El secretario general de Juventudes de Cantabria, Fran Cano, ha afirmado que el Consejo de Políticas de Juventud “acabará siendo un escaparate y que intenta socavar importancia al verdadero Consejo”.

A raíz de la publicación del decreto que desarrolla el Consejo de políticas de juventud que desarrolla lo contemplado en la Ley de Juventud, Cano ha considerado que “este órgano duplica el ya existente y con participación real de los y las jóvenes de Cantabria, el Consejo de la Juventud que sí es un órgano autónomo no dependiente del Gobierno”.

“Esto generará confusión y una fragmentación de la representación de la juventud asociada que realmente conoce los problemas de su generación”, ha señalado.

Cano ha afirmado que este nuevo órgano que desarrolla “puede ser un escaparate burocrático para que la ciudadanía piense que se está actuando en materia de juventud, pero los problemas siguen y seguirán siendo los mismos si no hay voluntad del gobierno”.

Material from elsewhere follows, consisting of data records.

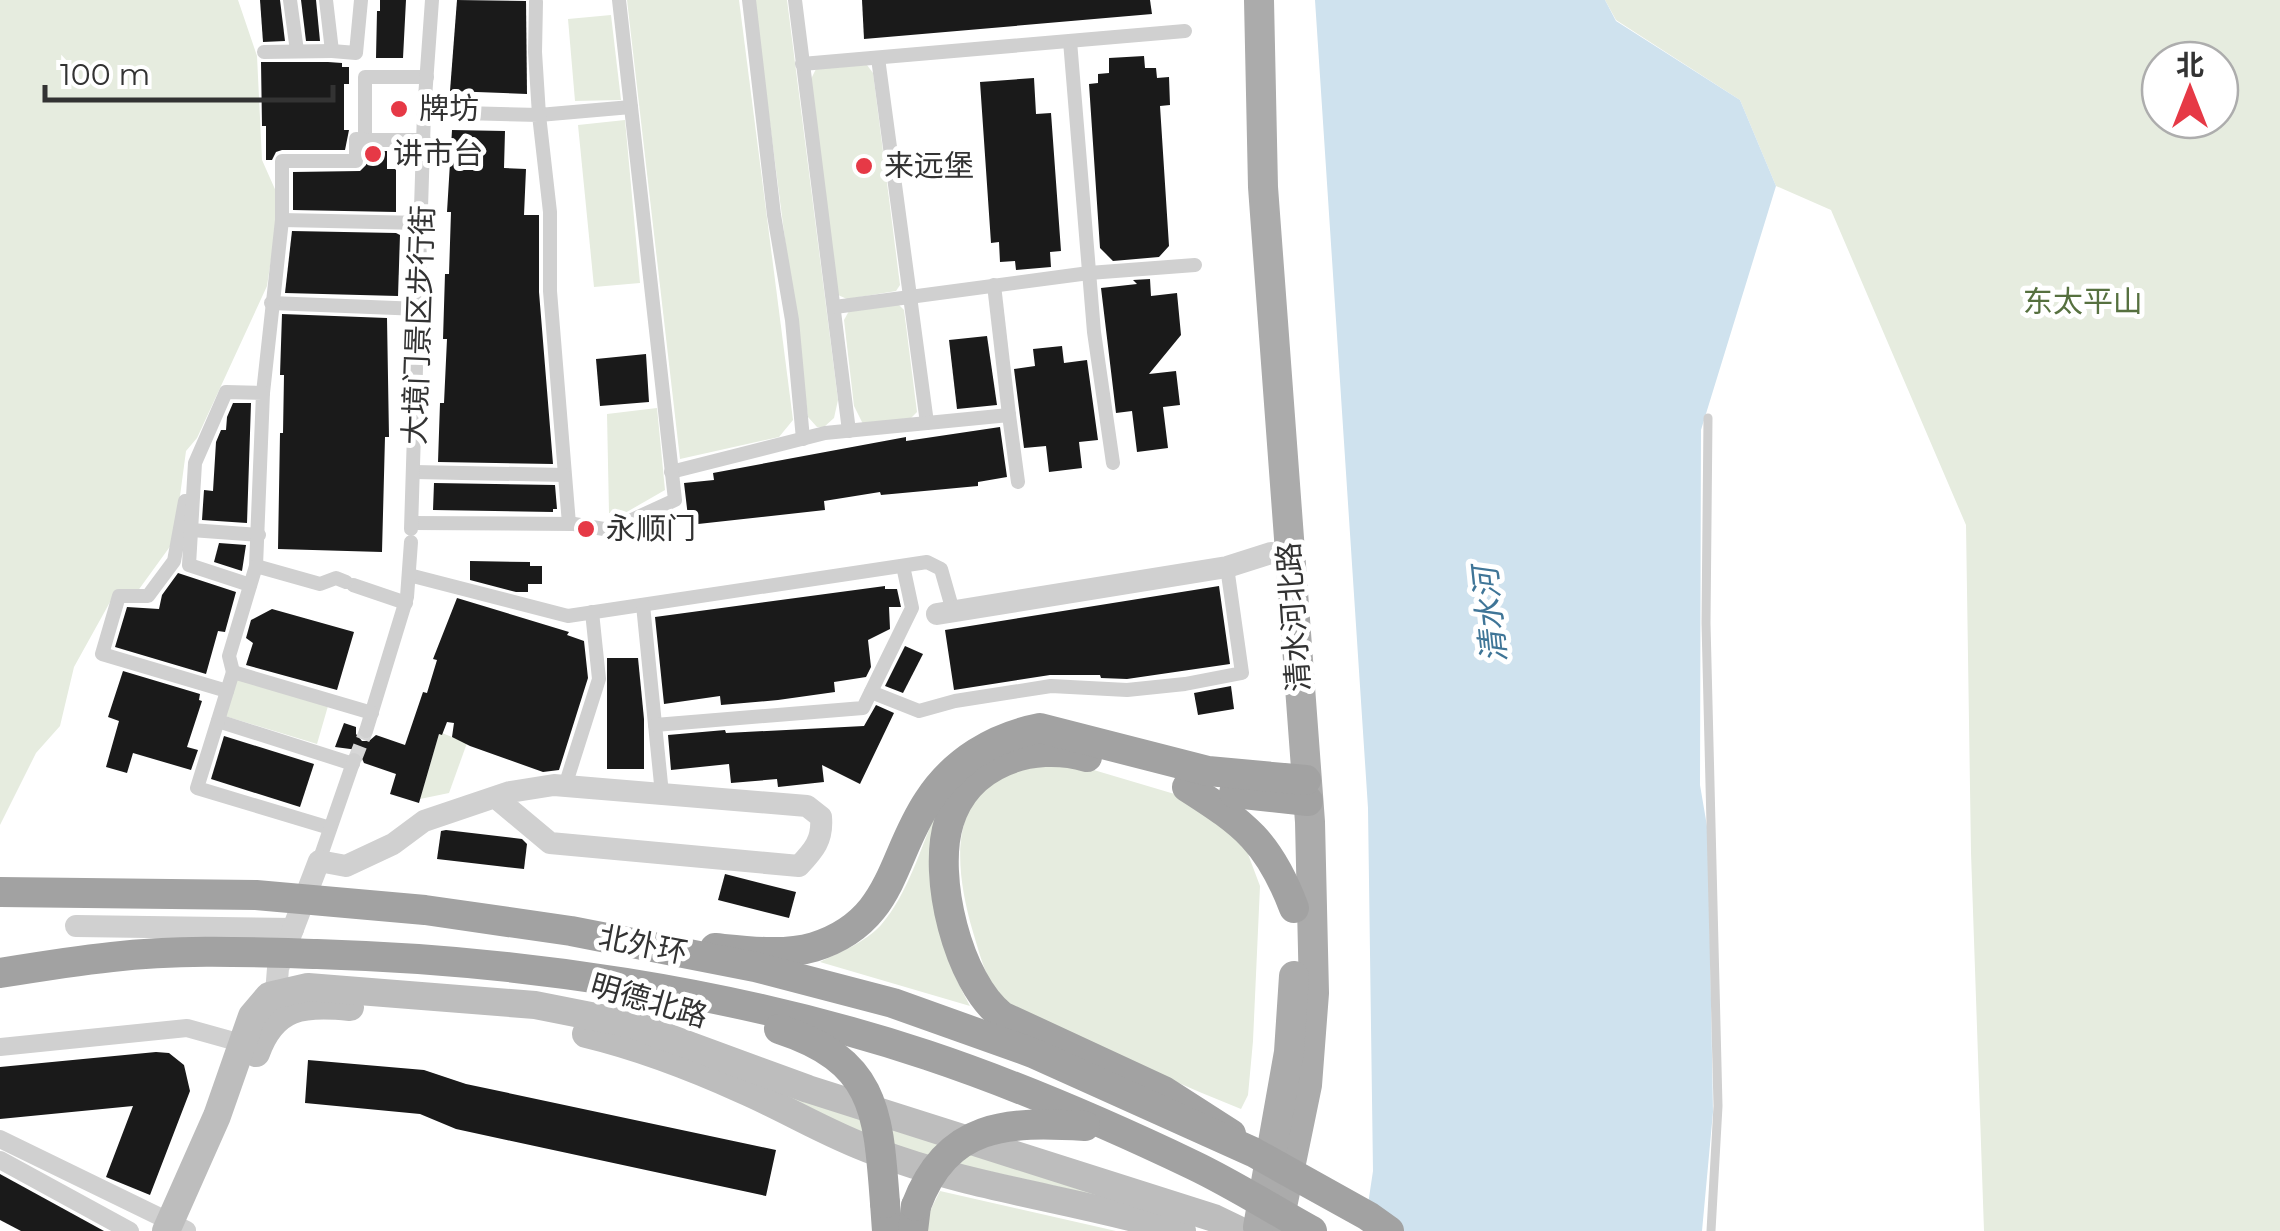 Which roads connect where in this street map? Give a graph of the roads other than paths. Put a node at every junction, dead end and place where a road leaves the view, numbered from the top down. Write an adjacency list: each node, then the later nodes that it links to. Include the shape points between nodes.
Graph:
1 (290, 0): 13 (street)
2 (326, 0): 14 (street)
3 (361, 0): 16 (street)
4 (432, 0): 20 (street, 大境门景区步行街)
5 (619, 0): 21 (street)
6 (748, 0): 40 (street)
7 (795, 0): 18 (street)
8 (1238, 0): 51 (main road, 清水河北路, via 1243,168)
9 (1259, 0): 71 (main road, 清水河北路, via 1263,187)
10 (536, 2): 23 (street)
11 (1186, 31): 12 (street)
12 (1070, 40): 17 (street); 29 (street)
13 (297, 51): 14 (street); 15 (street)
14 (332, 51): 16 (street)
15 (264, 52)
16 (356, 53): 19 (street)
17 (878, 58): 18 (street); 31 (street)
18 (802, 64): 33 (street)
19 (366, 77): 20 (street); 24 (street)
20 (427, 78): 22 (street, 大境门景区步行街)
21 (631, 107): 23 (street); 43 (street)
22 (424, 112): 23 (street); 25 (street, 大境门景区步行街)
23 (539, 115): 44 (street)
24 (366, 140): 25 (street); 26 (street, via 356,139 356,161 282,161)
25 (424, 140): 27 (street, 大境门景区步行街)
26 (282, 220): 27 (street); 32 (street)
27 (422, 223): 34 (street, 大境门景区步行街)
28 (1195, 265): 29 (street)
29 (1088, 273): 30 (street); 41 (street)
30 (994, 285): 31 (street); 36 (street)
31 (909, 296): 33 (street); 38 (street)
32 (272, 303): 34 (street); 35 (street)
33 (835, 307): 39 (street)
34 (420, 309): 42 (street, 大境门景区步行街)
35 (263, 393): 46 (street, via 226,392 195,463); 50 (street)
36 (1009, 415): 38 (street); 45 (street)
37 (1708, 418): 100 (lane, via 1718,1106)
38 (927, 423): 39 (street)
39 (849, 431): 40 (street)
40 (803, 439): 43 (street)
41 (1113, 464)
42 (414, 472): 44 (street); 49 (street, 大境门景区步行街)
43 (672, 472): 47 (street, via 674,500 610,530)
44 (564, 474): 47 (street)
45 (1018, 482)
46 (193, 492): 48 (street); 52 (street, via 185,498)
47 (568, 524): 49 (street)
48 (191, 530): 50 (street); 52 (street)
49 (412, 531): 56 (street, 大境门景区步行街)
50 (259, 535): 53 (street)
51 (1271, 553): 55 (street); 71 (main road, 清水河北路)
52 (182, 563): 57 (street); 63 (street, via 148,596 119,596 102,654)
53 (256, 566): 57 (street); 58 (street, via 320,584 336,578)
54 (903, 566): 59 (street); 61 (street, via 928,562 941,569); 64 (street, via 912,608)
55 (1227, 566): 61 (street); 64 (street, via 1242,672 1127,690 1051,686 918,711)
56 (408, 576): 58 (street, 大境门景区步行街); 60 (street, via 568,616)
57 (250, 585): 62 (street, via 229,656)
58 (406, 603): 65 (street, 大境门景区步行街)
59 (643, 605): 60 (street); 67 (street)
60 (592, 612): 69 (street, via 598,679)
61 (945, 613)
62 (233, 672): 63 (street); 65 (street)
63 (227, 691): 66 (street)
64 (871, 692): 67 (street, via 863,708)
65 (372, 713): 68 (street, 大境门景区步行街)
66 (218, 721): 74 (street, via 197,788); 74 (street, via 354,762)
67 (655, 726): 72 (street)
68 (366, 731)
69 (565, 786): 72 (street); 73 (street)
70 (1187, 787): 71 (highway); 77 (highway, via 1262,844); 88 (highway, bridge, via 1071,752 1007,758 959,800 948,824 944,871 957,937 986,1004 1164,1091)
71 (1299, 789): 77 (main road, 清水河北路); 78 (highway, bridge, via 1040,728 986,746 955,768 926,802 886,893 849,930 813,947 752,952 569,920); 97 (main road, 清水河北路, via 1313,1031)
72 (662, 794): 73 (street, via 807,806 821,818 822,832 799,866 550,843)
73 (494, 798): 75 (street, via 424,821 346,866)
74 (330, 828): 75 (street)
75 (318, 861): 80 (street)
76 (0, 892): 78 (highway, 北外环, bridge, via 256,896)
77 (1294, 908): 96 (main road, 清水河北路, via 1289,1052)
78 (425, 910): 88 (highway, 北外环, bridge, via 626,942 893,1004 1033,1053)
79 (76, 926): 80 (street)
80 (293, 928): 83 (street, via 278,968)
81 (398, 956): 82 (highway, 北外环, bridge, via 115,956); 86 (highway, 北外环, bridge, via 634,985 823,1024 927,1055); 90 (highway, bridge, via 647,999 803,1037 838,1058 870,1098 880,1134)
82 (0, 973)
83 (278, 1004): 85 (main road); 94 (main road, 明德北路, via 525,1023 628,1044 871,1150 960,1179); 95 (main road, 明德北路, via 308,987 535,1005 631,1024 808,1090)
84 (0, 1046): 85 (street, via 187,1028)
85 (250, 1046): 92 (main road)
86 (1107, 1128): 91 (highway, bridge, via 1031,1122 990,1130 939,1161); 98 (highway, 北外环, bridge, via 1194,1166)
87 (0, 1139): 92 (street)
88 (1253, 1152): 99 (highway, bridge)
89 (0, 1160): 93 (street)
90 (886, 1217)
91 (914, 1218)
92 (177, 1229)
93 (130, 1231)
94 (1182, 1231)
95 (1241, 1231)
96 (1257, 1231)
97 (1277, 1231)
98 (1312, 1231)
99 (1389, 1231)
100 (1711, 1231)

En este sentido, el líder de la organización juvenil socialista ha señalado que “la vivienda juvenil es y seguirá siendo inaccesible, la salud mental no será una prioridad y se tendrán las mismas dificultades para acceder al mercado laboral”. “Será un órgano sin poder real”, ha enfatizado.

“La participación de este órgano es simbólica, se contempla que una vez al año, y por tanto, no puede influir en ninguna decisión política de manera relevante. Se institucionaliza una participación que no es tal, para hablar de decisiones que ya están tomadas por parte del gobierno”, ha dicho

En este sentido, Cano ha afirmado que “el Consejo para asesorar que es papel mojado, como ya avisaron los socialistas durante la tramitación de la Ley de Juventud, no tendrá presupuesto propio, no podrá exigir información y tampoco evaluará las políticas públicas de manera obligatoria”.

“La presidencia está vinculada al propio gobierno y la agenda la marcará la consejería competente”, ha enfatizado.

Por último, Fran Cano ha señalado que “creen que el periodo de alegaciones es una trampa absurda puesto que sus competencias y funcionamiento está regulado por la Ley que se aprobó en el Parlamento de Cantabria en la que no quisieron escuchar a nadie”.

“Las decisiones están tomadas y el margen de maniobra es mínimo”, ha concluido.